Accession Number : ADA262755


Title :   Collection-Oriented Match: Scaling Up the Data in Production Systems,


Corporate Author : CARNEGIE-MELLON UNIV PITTSBURGH PA DEPT OF COMPUTER SCIENCE


Personal Author(s) : Acharya, Anurag ; Tambe, Milind


Full Text : https://apps.dtic.mil/dtic/tr/fulltext/u2/a262755.pdf


Report Date : Dec 1992


Pagination or Media Count : 39


Abstract : Match algorithms that are capable of handling large amounts of data, without giving up expressiveness are a key requirement for successful integration of relational database systems and powerful rule-based systems. Algorithms that have been used for database rule systems have usually been unable to support large and complex rule sets, while the algorithms that have been used for rule-based expert systems do not scale well with increasing amounts of data. Furthermore, these algorithms do not provide support for collection (or set) oriented production languages. This paper proposes a basic shift in the nature of match algorithms: from tuple-oriented to collection- oriented. A collection-oriented match algorithm matches each condition in a production with a collection of tuples and generates collection-oriented instantiations, i.e., instantiations that have collection of tuples corresponding to each condition in the production. This approach shows great promise for efficiently matching expressive productions against large amounts of data.
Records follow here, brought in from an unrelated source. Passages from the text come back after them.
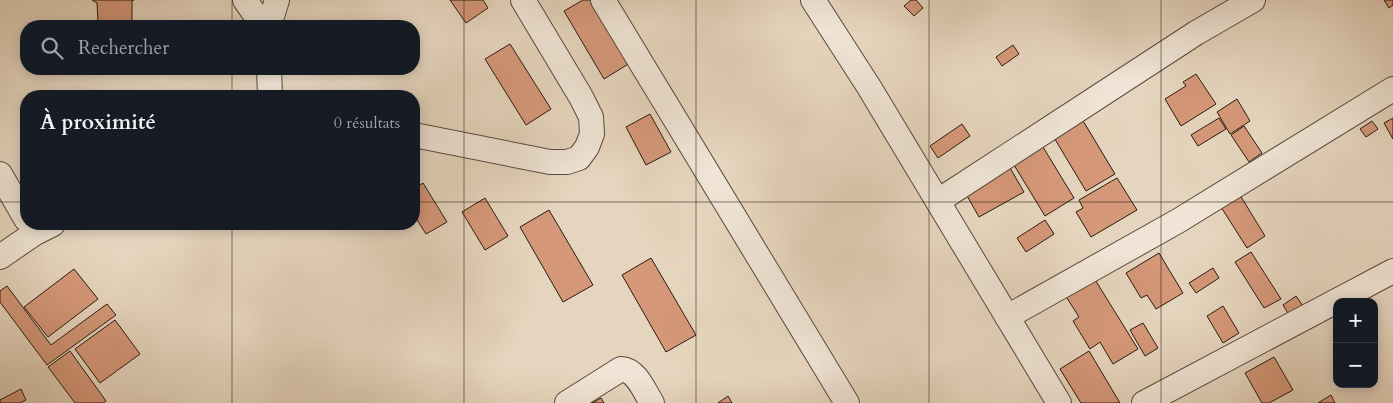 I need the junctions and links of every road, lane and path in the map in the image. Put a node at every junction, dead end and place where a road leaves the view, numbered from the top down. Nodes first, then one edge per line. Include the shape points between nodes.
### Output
1 (245, 0) edge
2 (277, 0) edge
3 (523, 0) edge
4 (603, 0) edge
5 (813, 0) edge
6 (1253, 0) edge
7 (259, 20) edge
8 (271, 20) edge
9 (269, 75) edge
10 (1393, 89) edge
11 (270, 90) edge
12 (420, 137) edge
13 (0, 174) edge
14 (938, 201) junction
15 (20, 202) edge
16 (30, 230) edge
17 (0, 257) edge
18 (1393, 271) edge
19 (1007, 317) junction
20 (845, 402) edge
21 (567, 403) edge
22 (652, 403) edge
23 (1058, 403) edge
24 (1144, 403) edge

1 - 7 street
2 - 8 street
3 - 12 street via 591,117 592,134 588,147 579,158 550,162
4 - 20 street
5 - 14 street
6 - 14 street via 1196,32
9 - 11 street
10 - 19 street via 1178,221
13 - 15 street
14 - 19 street
16 - 17 street
18 - 24 street
19 - 23 street
21 - 22 street via 621,369 633,374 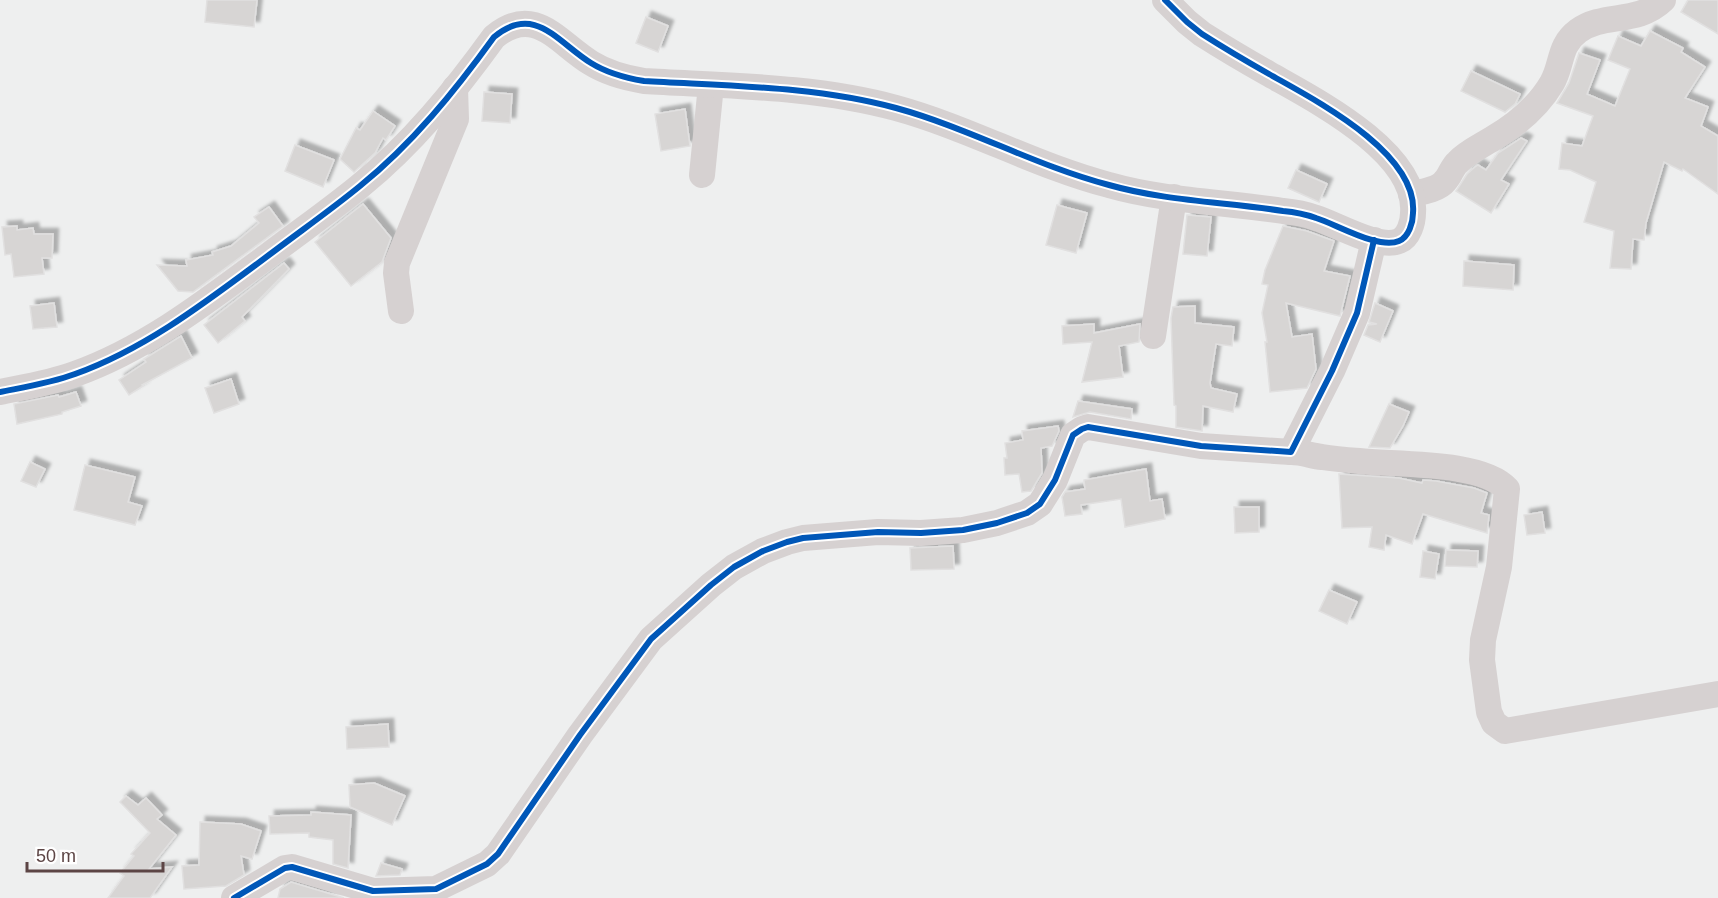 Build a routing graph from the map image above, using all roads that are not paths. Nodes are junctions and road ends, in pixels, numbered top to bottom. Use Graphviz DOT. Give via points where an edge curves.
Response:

In addition, it provides direct support for collection-oriented production languages.


Descriptors :   *DATA BASES , *DATA MANAGEMENT , *RULE BASED SYSTEMS , *PROTOTYPES , *DATA ACQUISITION , ALGORITHMS , COLLECTION , ARTIFICIAL INTELLIGENCE , SYSTEMS APPROACH , MATCHING , PRODUCTION


Subject Categories : Computer Programming and Software


Distribution Statement : APPROVED FOR PUBLIC RELEASE